== Segment start ==

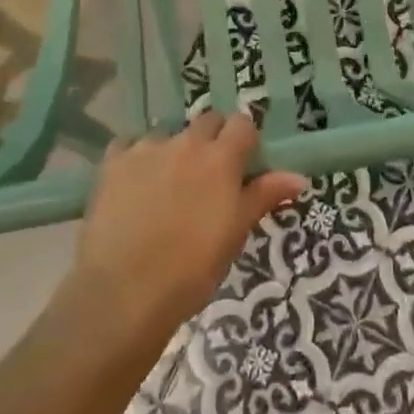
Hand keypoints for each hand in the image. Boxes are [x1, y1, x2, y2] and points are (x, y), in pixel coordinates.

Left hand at [72, 113, 305, 341]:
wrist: (124, 292)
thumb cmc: (191, 270)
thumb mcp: (235, 234)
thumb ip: (264, 196)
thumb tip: (299, 176)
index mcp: (221, 158)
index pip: (242, 123)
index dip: (244, 140)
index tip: (242, 164)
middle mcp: (187, 142)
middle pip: (207, 121)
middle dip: (212, 139)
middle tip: (208, 176)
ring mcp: (147, 148)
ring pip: (169, 134)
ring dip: (174, 150)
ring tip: (166, 186)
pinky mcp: (114, 161)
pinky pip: (129, 145)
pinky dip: (136, 158)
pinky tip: (133, 185)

== Segment end ==

== THE TASK ==
Exclude images. Return the data above verbatim.

== ANSWER BOX ==
Hand keypoints for each hand in the image. Boxes are [x1, y1, x2, y2] and points are (x, y), in pixel coordinates.

Left hand at [72, 113, 305, 341]:
wrist: (124, 292)
thumb cmc: (191, 270)
thumb mcp: (235, 234)
thumb ip: (264, 196)
thumb tip: (299, 176)
index mcp: (221, 158)
index pip: (242, 123)
index dip: (244, 140)
index tip: (242, 164)
middle mcp: (187, 142)
middle pip: (207, 121)
middle dip: (212, 139)
middle tip: (208, 176)
ring mcp: (147, 148)
ring pip: (169, 134)
ring dip: (174, 150)
ring tip: (166, 186)
pinky mcp: (114, 161)
pinky pip: (129, 145)
pinky dip: (136, 158)
pinky tip: (133, 185)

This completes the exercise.